Nicolas-Born-Debütpreisträgerin Yade Yasemin Önder und Niedersachsens Wissenschaftsminister Björn Thümler und Nicolas-Born-Preisträgerin Dorothee Elmiger (von links) © MWK/Frank Wilde Foto: MWK/Frank Wilde

Elmiger und Önder erhalten Niedersächsischen Literaturpreis

Stand: 15.09.2022 12:15 Uhr

Sie seien "zwei herausragende Stimmen der Gegenwartsliteratur": Dorothee Elmiger und Yade Yasemin Önder sind am Mittwochabend in Hannover mit dem Niedersächsischen Literaturpreises ausgezeichnet worden.

von Agnes Bührig

Festgefügte Meinungen können wir uns im 21. Jahrhundert nicht leisten, lasst uns einen offenen Diskurs pflegen - mit diesem Denkanstoß eröffnete Niedersachsens Minister für Wissenschaft und Kultur, Björn Thümler, am Mittwochabend die Preisverleihung des Nieder-sächsischen Literaturpreises. Mit Dorothee Elmiger und Yade Yasemin Önder wurden gleich zwei Schriftstellerinnen in Hannover geehrt - Elmiger mit dem Nicolas-Born-Preis, Önder mit dem Nicolas-Born-Debütpreis.

Vergeben wurde der Niedersächsische Literaturpreis - charmant präsentiert von NDR Kulturjournal-Moderatorin Julia Westlake - in ehrwürdigem Ambiente im Gästehaus der Niedersächsischen Landesregierung zu französischer Barockmusik. Wie ein Kontrastprogramm wirken da Beobachtungen aus Berlin, die die Schweizer Schriftstellerin Dorothee Elmiger in ihrer Dankesrede schilderte:

"Seit der Nachricht aus Niedersachsen, wie ich sie für mich nannte, spazierte ich über verfrüht von den Bäumen gefallene Pflaumen, verkümmertes Obst, das die Möglichkeit der Bäume überstiegen hatte. Ich sah helle Felder vor den Fenstern der ICEs als hätten sie gerade noch gebrannt. Und so war es ja irgendwie auch.

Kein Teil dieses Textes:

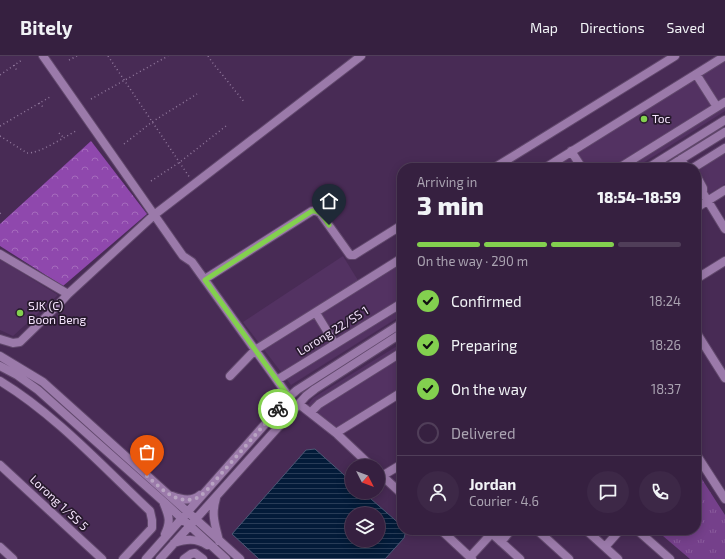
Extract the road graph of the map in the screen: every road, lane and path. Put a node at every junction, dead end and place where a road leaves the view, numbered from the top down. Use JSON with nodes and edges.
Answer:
{"nodes":[{"id":1,"x":43,"y":56,"type":"edge"},
{"id":2,"x":77,"y":56,"type":"edge"},
{"id":3,"x":108,"y":56,"type":"edge"},
{"id":4,"x":168,"y":56,"type":"edge"},
{"id":5,"x":208,"y":56,"type":"edge"},
{"id":6,"x":361,"y":56,"type":"edge"},
{"id":7,"x":675,"y":56,"type":"edge"},
{"id":8,"x":725,"y":56,"type":"edge"},
{"id":9,"x":22,"y":60,"type":"dead end"},
{"id":10,"x":69,"y":60,"type":"dead end"},
{"id":11,"x":14,"y":65,"type":"junction"},
{"id":12,"x":17,"y":71,"type":"dead end"},
{"id":13,"x":696,"y":74,"type":"junction"},
{"id":14,"x":0,"y":75,"type":"edge"},
{"id":15,"x":124,"y":80,"type":"junction"},
{"id":16,"x":197,"y":94,"type":"dead end"},
{"id":17,"x":50,"y":97,"type":"dead end"},
{"id":18,"x":91,"y":99,"type":"dead end"},
{"id":19,"x":725,"y":102,"type":"edge"},
{"id":20,"x":39,"y":103,"type":"junction"},
{"id":21,"x":245,"y":103,"type":"dead end"},
{"id":22,"x":717,"y":107,"type":"junction"},
{"id":23,"x":44,"y":108,"type":"dead end"},
{"id":24,"x":725,"y":120,"type":"edge"},
{"id":25,"x":152,"y":122,"type":"junction"},
{"id":26,"x":0,"y":126,"type":"edge"},
{"id":27,"x":226,"y":126,"type":"dead end"},
{"id":28,"x":76,"y":131,"type":"dead end"},
{"id":29,"x":725,"y":132,"type":"edge"},
{"id":30,"x":59,"y":133,"type":"dead end"},
{"id":31,"x":0,"y":136,"type":"edge"},
{"id":32,"x":63,"y":137,"type":"junction"},
{"id":33,"x":695,"y":138,"type":"junction"},
{"id":34,"x":124,"y":144,"type":"dead end"},
{"id":35,"x":725,"y":148,"type":"edge"},
{"id":36,"x":571,"y":152,"type":"junction"},
{"id":37,"x":683,"y":157,"type":"junction"},
{"id":38,"x":659,"y":161,"type":"junction"},
{"id":39,"x":180,"y":162,"type":"junction"},
{"id":40,"x":502,"y":163,"type":"edge"},
{"id":41,"x":553,"y":163,"type":"edge"},
{"id":42,"x":579,"y":163,"type":"edge"},
{"id":43,"x":627,"y":163,"type":"edge"},
{"id":44,"x":656,"y":163,"type":"edge"},
{"id":45,"x":674,"y":163,"type":"edge"},
{"id":46,"x":685,"y":163,"type":"edge"},
{"id":47,"x":688,"y":163,"type":"edge"},
{"id":48,"x":701,"y":163,"type":"edge"},
{"id":49,"x":151,"y":181,"type":"dead end"},
{"id":50,"x":194,"y":184,"type":"junction"},
{"id":51,"x":701,"y":184,"type":"edge"},
{"id":52,"x":725,"y":190,"type":"edge"},
{"id":53,"x":701,"y":192,"type":"edge"},
{"id":54,"x":706,"y":197,"type":"junction"},
{"id":55,"x":701,"y":202,"type":"edge"},
{"id":56,"x":154,"y":215,"type":"junction"},
{"id":57,"x":724,"y":227,"type":"edge"},
{"id":58,"x":397,"y":228,"type":"edge"},
{"id":59,"x":0,"y":254,"type":"edge"},
{"id":60,"x":397,"y":261,"type":"edge"},
{"id":61,"x":725,"y":261,"type":"edge"},
{"id":62,"x":701,"y":276,"type":"edge"},
{"id":63,"x":205,"y":280,"type":"junction"},
{"id":64,"x":68,"y":294,"type":"junction"},
{"id":65,"x":397,"y":306,"type":"edge"},
{"id":66,"x":316,"y":313,"type":"junction"},
{"id":67,"x":397,"y":326,"type":"edge"},
{"id":68,"x":397,"y":336,"type":"edge"},
{"id":69,"x":0,"y":339,"type":"edge"},
{"id":70,"x":701,"y":340,"type":"edge"},
{"id":71,"x":335,"y":344,"type":"junction"},
{"id":72,"x":255,"y":350,"type":"junction"},
{"id":73,"x":397,"y":355,"type":"edge"},
{"id":74,"x":0,"y":356,"type":"edge"},
{"id":75,"x":0,"y":366,"type":"edge"},
{"id":76,"x":230,"y":376,"type":"dead end"},
{"id":77,"x":725,"y":378,"type":"edge"},
{"id":78,"x":277,"y":380,"type":"junction"},
{"id":79,"x":0,"y":381,"type":"edge"},
{"id":80,"x":397,"y":395,"type":"edge"},
{"id":81,"x":289,"y":397,"type":"junction"},
{"id":82,"x":299,"y":404,"type":"junction"},
{"id":83,"x":311,"y":412,"type":"junction"},
{"id":84,"x":336,"y":433,"type":"junction"},
{"id":85,"x":364,"y":459,"type":"edge"},
{"id":86,"x":701,"y":462,"type":"edge"},
{"id":87,"x":0,"y":465,"type":"edge"},
{"id":88,"x":397,"y":466,"type":"edge"},
{"id":89,"x":385,"y":472,"type":"edge"},
{"id":90,"x":385,"y":479,"type":"edge"},
{"id":91,"x":397,"y":489,"type":"edge"},
{"id":92,"x":207,"y":490,"type":"junction"},
{"id":93,"x":216,"y":495,"type":"junction"},
{"id":94,"x":166,"y":499,"type":"junction"},
{"id":95,"x":725,"y":500,"type":"edge"},
{"id":96,"x":184,"y":516,"type":"junction"},
{"id":97,"x":195,"y":519,"type":"junction"},
{"id":98,"x":189,"y":526,"type":"junction"},
{"id":99,"x":446,"y":535,"type":"edge"},
{"id":100,"x":488,"y":535,"type":"edge"},
{"id":101,"x":493,"y":535,"type":"edge"},
{"id":102,"x":507,"y":535,"type":"edge"},
{"id":103,"x":543,"y":535,"type":"edge"},
{"id":104,"x":592,"y":535,"type":"edge"},
{"id":105,"x":616,"y":535,"type":"edge"},
{"id":106,"x":643,"y":535,"type":"edge"},
{"id":107,"x":162,"y":540,"type":"junction"},
{"id":108,"x":219,"y":541,"type":"junction"},
{"id":109,"x":501,"y":542,"type":"junction"},
{"id":110,"x":174,"y":544,"type":"junction"},
{"id":111,"x":0,"y":547,"type":"edge"},
{"id":112,"x":605,"y":547,"type":"junction"},
{"id":113,"x":213,"y":548,"type":"junction"},
{"id":114,"x":471,"y":558,"type":"edge"},
{"id":115,"x":14,"y":559,"type":"edge"},
{"id":116,"x":102,"y":559,"type":"edge"},
{"id":117,"x":123,"y":559,"type":"edge"},
{"id":118,"x":146,"y":559,"type":"edge"},
{"id":119,"x":160,"y":559,"type":"edge"},
{"id":120,"x":184,"y":559,"type":"edge"},
{"id":121,"x":204,"y":559,"type":"edge"},
{"id":122,"x":226,"y":559,"type":"edge"},
{"id":123,"x":240,"y":559,"type":"edge"},
{"id":124,"x":520,"y":559,"type":"edge"},
{"id":125,"x":570,"y":559,"type":"edge"},
{"id":126,"x":618,"y":559,"type":"edge"},
{"id":127,"x":670,"y":559,"type":"edge"}],
"edges":[{"from":1,"to":56,"type":"street"},
{"from":2,"to":10,"type":"path"},
{"from":3,"to":15,"type":"path"},
{"from":4,"to":15,"type":"path"},
{"from":5,"to":21,"type":"path"},
{"from":6,"to":50,"type":"street"},
{"from":7,"to":40,"type":"street"},
{"from":8,"to":13,"type":"street"},
{"from":9,"to":11,"type":"path"},
{"from":11,"to":12,"type":"path"},
{"from":11,"to":14,"type":"path"},
{"from":13,"to":22,"type":"street"},
{"from":13,"to":36,"type":"street"},
{"from":15,"to":18,"type":"path"},
{"from":15,"to":25,"type":"path"},
{"from":16,"to":25,"type":"path"},
{"from":17,"to":20,"type":"path"},
{"from":19,"to":22,"type":"street"},
{"from":20,"to":23,"type":"path"},
{"from":20,"to":26,"type":"path"},
{"from":22,"to":43,"type":"street"},
{"from":24,"to":33,"type":"street"},
{"from":25,"to":34,"type":"path"},
{"from":25,"to":39,"type":"path"},
{"from":27,"to":39,"type":"path"},
{"from":28,"to":32,"type":"path"},
{"from":29,"to":37,"type":"street"},
{"from":30,"to":32,"type":"path"},
{"from":31,"to":32,"type":"path"},
{"from":33,"to":37,"type":"street"},
{"from":33,"to":38,"type":"street"},
{"from":35,"to":48,"type":"street"},
{"from":36,"to":41,"type":"street"},
{"from":36,"to":42,"type":"street"},
{"from":37,"to":38,"type":"street"},
{"from":37,"to":45,"type":"street"},
{"from":37,"to":46,"type":"street"},
{"from":37,"to":47,"type":"street"},
{"from":38,"to":44,"type":"street"},
{"from":39,"to":49,"type":"path"},
{"from":39,"to":50,"type":"path"},
{"from":50,"to":56,"type":"street"},
{"from":51,"to":54,"type":"street"},
{"from":52,"to":54,"type":"street"},
{"from":53,"to":54,"type":"street"},
{"from":54,"to":55,"type":"street"},
{"from":54,"to":57,"type":"street"},
{"from":56,"to":63,"type":"street"},
{"from":56,"to":64,"type":"street"},
{"from":58,"to":63,"type":"street"},
{"from":59,"to":64,"type":"street"},
{"from":60,"to":66,"type":"street"},
{"from":61,"to":62,"type":"street"},
{"from":63,"to":72,"type":"street"},
{"from":64,"to":69,"type":"street"},
{"from":65,"to":71,"type":"street","name":"Lorong 22/SS 1"},
{"from":66,"to":71,"type":"street"},
{"from":66,"to":72,"type":"street"},
{"from":67,"to":81,"type":"street"},
{"from":68,"to":82,"type":"street"},
{"from":70,"to":77,"type":"street"},
{"from":71,"to":78,"type":"street","name":"Lorong 22/SS 1"},
{"from":72,"to":76,"type":"street"},
{"from":72,"to":78,"type":"street"},
{"from":73,"to":83,"type":"street"},
{"from":74,"to":94,"type":"street"},
{"from":75,"to":94,"type":"street"},
{"from":78,"to":81,"type":"street"},
{"from":79,"to":117,"type":"street"},
{"from":80,"to":84,"type":"street"},
{"from":81,"to":92,"type":"street"},
{"from":82,"to":83,"type":"street"},
{"from":82,"to":93,"type":"street"},
{"from":83,"to":84,"type":"street"},
{"from":84,"to":85,"type":"street"},
{"from":86,"to":95,"type":"street"},
{"from":87,"to":116,"type":"street","name":"Lorong 1/SS 5"},
{"from":88,"to":89,"type":"street"},
{"from":90,"to":91,"type":"street"},
{"from":92,"to":94,"type":"street"},
{"from":92,"to":96,"type":"street"},
{"from":93,"to":97,"type":"street"},
{"from":93,"to":108,"type":"street"},
{"from":94,"to":96,"type":"street"},
{"from":94,"to":107,"type":"street"},
{"from":96,"to":97,"type":"street"},
{"from":96,"to":98,"type":"street"},
{"from":96,"to":107,"type":"street"},
{"from":97,"to":98,"type":"street"},
{"from":97,"to":108,"type":"street"},
{"from":98,"to":110,"type":"street"},
{"from":98,"to":113,"type":"street"},
{"from":99,"to":114,"type":"street"},
{"from":100,"to":114,"type":"street"},
{"from":101,"to":109,"type":"street"},
{"from":102,"to":109,"type":"street"},
{"from":103,"to":125,"type":"street"},
{"from":104,"to":112,"type":"street"},
{"from":105,"to":112,"type":"street"},
{"from":106,"to":127,"type":"street"},
{"from":107,"to":118,"type":"street"},
{"from":108,"to":123,"type":"street"},
{"from":109,"to":124,"type":"street"},
{"from":110,"to":113,"type":"street"},
{"from":110,"to":119,"type":"street"},
{"from":111,"to":115,"type":"street"},
{"from":112,"to":126,"type":"street"},
{"from":113,"to":122,"type":"street"},
{"from":120,"to":121,"type":"street"}]}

Ich las, drei Schweizer Bauern hätten das Wasser für ihre Kühe dieses Jahr von einem Helikopter geliefert bekommen", so die Eindrücke von Preisträgerin Elmiger.   

Dorothee Elmiger schreibt politische Romane

Lisa Kreißler, Nicolas-Born-Preisträgerin Dorothee Elmiger und Niedersachsens Wissenschaftsminister Björn Thümler © MWK/Frank Wilde Foto: MWK/Frank Wilde
Laudatorin Lisa Kreißler, Nicolas-Born-Preisträgerin Dorothee Elmiger und Niedersachsens Wissenschaftsminister Björn Thümler bei der Verleihung des Niedersächsischen Literaturpreises.

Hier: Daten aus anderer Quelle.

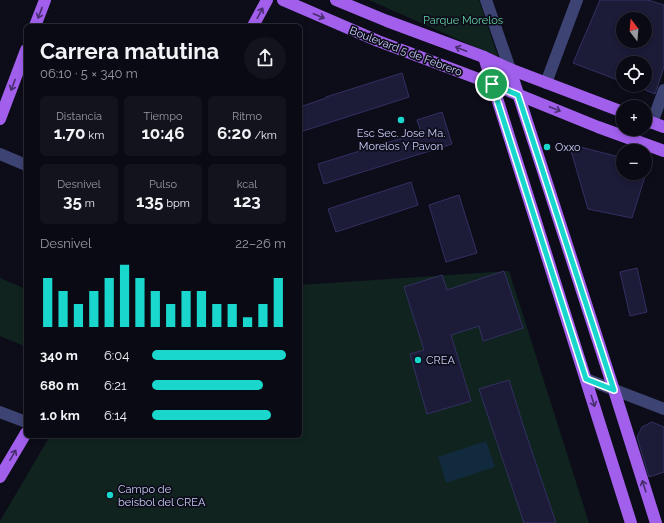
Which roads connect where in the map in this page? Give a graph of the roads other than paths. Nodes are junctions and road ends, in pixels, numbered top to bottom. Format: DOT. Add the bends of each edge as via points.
graph roads {
  1 [pos="45,0"];
  2 [pos="267,0"];
  3 [pos="283,0"];
  4 [pos="336,0"];
  5 [pos="486,0"];
  6 [pos="577,0"];
  7 [pos="36,24"];
  8 [pos="254,24"];
  9 [pos="24,55"];
  10 [pos="484,57"];
  11 [pos="510,69"];
  12 [pos="546,83"];
  13 [pos="492,84"];
  14 [pos="664,90"];
  15 [pos="518,95"];
  16 [pos="616,109"];
  17 [pos="652,113"];
  18 [pos="0,119"];
  19 [pos="652,122"];
  20 [pos="664,127"];
  21 [pos="664,151"];
  22 [pos="0,154"];
  23 [pos="24,164"];
  24 [pos="586,379"];
  25 [pos="614,390"];
  26 [pos="664,409"];
  27 [pos="0,412"];
  28 [pos="24,421"];
  29 [pos="24,436"];
  30 [pos="0,477"];
  31 [pos="631,523"];
  32 [pos="656,523"];
  1 -- 7 [label="main road, one-way"];
  8 -- 2 [label="main road, one-way"];
  3 -- 13 [label="main road, Boulevard 5 de Febrero, one-way" via="378,41"];
  10 -- 4 [label="main road, Boulevard 5 de Febrero, one-way"];
  5 -- 11 [label="street"];
  6 -- 12 [label="street"];
  9 -- 18 [label="main road, one-way"];
  10 -- 11 [label="main road, Boulevard 5 de Febrero"];
  10 -- 13 [label="main road"];
  11 -- 12 [label="main road, Boulevard 5 de Febrero"];
  11 -- 15 [label="main road"];
  12 -- 16 [label="main road, Boulevard 5 de Febrero"];
  13 -- 15 [label="main road, Boulevard 5 de Febrero"];
  13 -- 24 [label="main road"];
  14 -- 17 [label="street"];
  15 -- 21 [label="main road, Boulevard 5 de Febrero, one-way"];
  15 -- 25 [label="main road"];
  19 -- 20 [label="main road"];
  22 -- 23 [label="street"];
  24 -- 25 [label="street"];
  24 -- 31 [label="main road, one-way"];
  25 -- 26 [label="street"];
  32 -- 25 [label="main road, one-way"];
  27 -- 28 [label="street"];
  30 -- 29 [label="main road, one-way"];
}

Im Inneren arbeiteten ihre Texte dafür, unser Bedürfnis nach Gewissheiten stiller werden zu lassen, sich Einzulassen auf ein wirkliches Hinblicken, sagte Laudatorin und Autorin Lisa Kreißler. "Einladungen an die Waghalsigen", "Schlafgänger" und "Aus der Zuckerfabrik" - alle drei Romane der 1985 im Kanton Zürich geborenen und an Literaturinstituten in Biel und Leipzig ausgebildeten Schriftstellerin seien politisch.

"Dorothee Elmiger schreibt nie allein, ihr Schreiben ist gemeinsames Denken, der Intertext konstitutiv. Ihre eigenen Erfahrungen nimmt sie ebenso ernst wie die Berichte der anderen. Der Anblick einer Landschaft steht gleichberechtigt neben einer Frage auf die niemand eine Antwort hat", beschreibt die Laudatorin Elmigers Schreibstil. 

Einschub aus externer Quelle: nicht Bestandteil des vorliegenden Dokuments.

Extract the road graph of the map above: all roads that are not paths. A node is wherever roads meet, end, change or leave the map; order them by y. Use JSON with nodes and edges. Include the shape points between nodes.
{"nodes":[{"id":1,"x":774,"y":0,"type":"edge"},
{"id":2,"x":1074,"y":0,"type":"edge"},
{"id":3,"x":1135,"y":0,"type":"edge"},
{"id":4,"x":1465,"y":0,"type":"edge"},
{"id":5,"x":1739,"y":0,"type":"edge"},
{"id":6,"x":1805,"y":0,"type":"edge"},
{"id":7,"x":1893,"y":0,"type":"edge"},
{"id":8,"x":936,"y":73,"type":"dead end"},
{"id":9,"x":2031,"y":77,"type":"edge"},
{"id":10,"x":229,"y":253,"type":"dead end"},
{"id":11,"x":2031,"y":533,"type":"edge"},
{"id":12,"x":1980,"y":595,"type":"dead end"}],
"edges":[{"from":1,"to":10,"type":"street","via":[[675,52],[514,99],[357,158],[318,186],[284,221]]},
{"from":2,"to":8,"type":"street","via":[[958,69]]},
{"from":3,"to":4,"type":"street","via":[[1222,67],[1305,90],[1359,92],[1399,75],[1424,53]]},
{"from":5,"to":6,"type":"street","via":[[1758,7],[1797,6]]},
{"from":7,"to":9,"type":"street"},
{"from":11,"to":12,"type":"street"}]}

Unkonventioneller Roman von Yade Yasemin Önders

"Wir wissen, wir könnten, und fallen synchron" - dass dieser Romantitel einen anderen Drive vorgibt, kommentiert Laudatorin Kathrin Dittmer, Leiterin des Literaturhauses Hannover, mit dem einfachen Wort "furios". Der Inhalt von Yade Yasemin Önders ausgezeichnetem Debütroman sei nicht weniger mitreißend.

Kathrin Dittmer, Leiterin des Literaturhauses Hannover, Nicolas-Born-Debüt-Preisträgerin Yade Yasemin Önder und Niedersachsens Wissenschaftsminister Björn Thümler © MWK/Frank Wilde Foto: MWK/Frank Wilde
Yade Yasemin Önder (Mitte) wurde mit dem Nicolas-Born-Debütpreis ausgezeichnet.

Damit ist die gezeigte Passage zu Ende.